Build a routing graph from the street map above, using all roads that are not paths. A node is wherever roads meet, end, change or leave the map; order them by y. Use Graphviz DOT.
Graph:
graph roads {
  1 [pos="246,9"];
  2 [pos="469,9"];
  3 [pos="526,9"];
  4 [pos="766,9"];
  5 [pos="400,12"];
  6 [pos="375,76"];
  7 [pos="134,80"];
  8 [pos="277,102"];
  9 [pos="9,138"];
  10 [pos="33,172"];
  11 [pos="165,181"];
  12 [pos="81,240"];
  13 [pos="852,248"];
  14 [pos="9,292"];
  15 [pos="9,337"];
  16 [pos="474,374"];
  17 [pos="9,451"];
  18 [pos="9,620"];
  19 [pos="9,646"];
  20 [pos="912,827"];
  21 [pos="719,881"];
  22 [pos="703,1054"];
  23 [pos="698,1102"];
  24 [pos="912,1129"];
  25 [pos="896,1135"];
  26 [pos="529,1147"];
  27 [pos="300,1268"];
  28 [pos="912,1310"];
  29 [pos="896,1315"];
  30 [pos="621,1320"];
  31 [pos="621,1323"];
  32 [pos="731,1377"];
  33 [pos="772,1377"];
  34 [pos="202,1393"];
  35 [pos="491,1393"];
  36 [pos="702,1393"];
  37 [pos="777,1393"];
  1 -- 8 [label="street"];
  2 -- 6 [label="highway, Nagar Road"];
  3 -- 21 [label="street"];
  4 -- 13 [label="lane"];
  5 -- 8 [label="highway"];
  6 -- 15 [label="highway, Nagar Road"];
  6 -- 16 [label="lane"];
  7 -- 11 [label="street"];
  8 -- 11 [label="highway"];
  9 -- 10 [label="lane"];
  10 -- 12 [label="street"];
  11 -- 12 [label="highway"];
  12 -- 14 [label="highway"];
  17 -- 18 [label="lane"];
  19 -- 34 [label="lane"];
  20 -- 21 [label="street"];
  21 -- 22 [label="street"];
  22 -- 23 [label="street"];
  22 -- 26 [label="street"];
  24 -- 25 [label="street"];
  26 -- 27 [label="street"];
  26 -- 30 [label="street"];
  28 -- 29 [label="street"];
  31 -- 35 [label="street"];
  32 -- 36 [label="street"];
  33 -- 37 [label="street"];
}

======

Please make an exact copy of the entries, down to the last character.

Build a routing graph from the street map above, using all roads that are not paths. A node is wherever roads meet, end, change or leave the map; order them by y. Use Graphviz DOT.
Graph:
graph roads {
  1 [pos="246,9"];
  2 [pos="469,9"];
  3 [pos="526,9"];
  4 [pos="766,9"];
  5 [pos="400,12"];
  6 [pos="375,76"];
  7 [pos="134,80"];
  8 [pos="277,102"];
  9 [pos="9,138"];
  10 [pos="33,172"];
  11 [pos="165,181"];
  12 [pos="81,240"];
  13 [pos="852,248"];
  14 [pos="9,292"];
  15 [pos="9,337"];
  16 [pos="474,374"];
  17 [pos="9,451"];
  18 [pos="9,620"];
  19 [pos="9,646"];
  20 [pos="912,827"];
  21 [pos="719,881"];
  22 [pos="703,1054"];
  23 [pos="698,1102"];
  24 [pos="912,1129"];
  25 [pos="896,1135"];
  26 [pos="529,1147"];
  27 [pos="300,1268"];
  28 [pos="912,1310"];
  29 [pos="896,1315"];
  30 [pos="621,1320"];
  31 [pos="621,1323"];
  32 [pos="731,1377"];
  33 [pos="772,1377"];
  34 [pos="202,1393"];
  35 [pos="491,1393"];
  36 [pos="702,1393"];
  37 [pos="777,1393"];
  1 -- 8 [label="street"];
  2 -- 6 [label="highway, Nagar Road"];
  3 -- 21 [label="street"];
  4 -- 13 [label="lane"];
  5 -- 8 [label="highway"];
  6 -- 15 [label="highway, Nagar Road"];
  6 -- 16 [label="lane"];
  7 -- 11 [label="street"];
  8 -- 11 [label="highway"];
  9 -- 10 [label="lane"];
  10 -- 12 [label="street"];
  11 -- 12 [label="highway"];
  12 -- 14 [label="highway"];
  17 -- 18 [label="lane"];
  19 -- 34 [label="lane"];
  20 -- 21 [label="street"];
  21 -- 22 [label="street"];
  22 -- 23 [label="street"];
  22 -- 26 [label="street"];
  24 -- 25 [label="street"];
  26 -- 27 [label="street"];
  26 -- 30 [label="street"];
  28 -- 29 [label="street"];
  31 -- 35 [label="street"];
  32 -- 36 [label="street"];
  33 -- 37 [label="street"];
}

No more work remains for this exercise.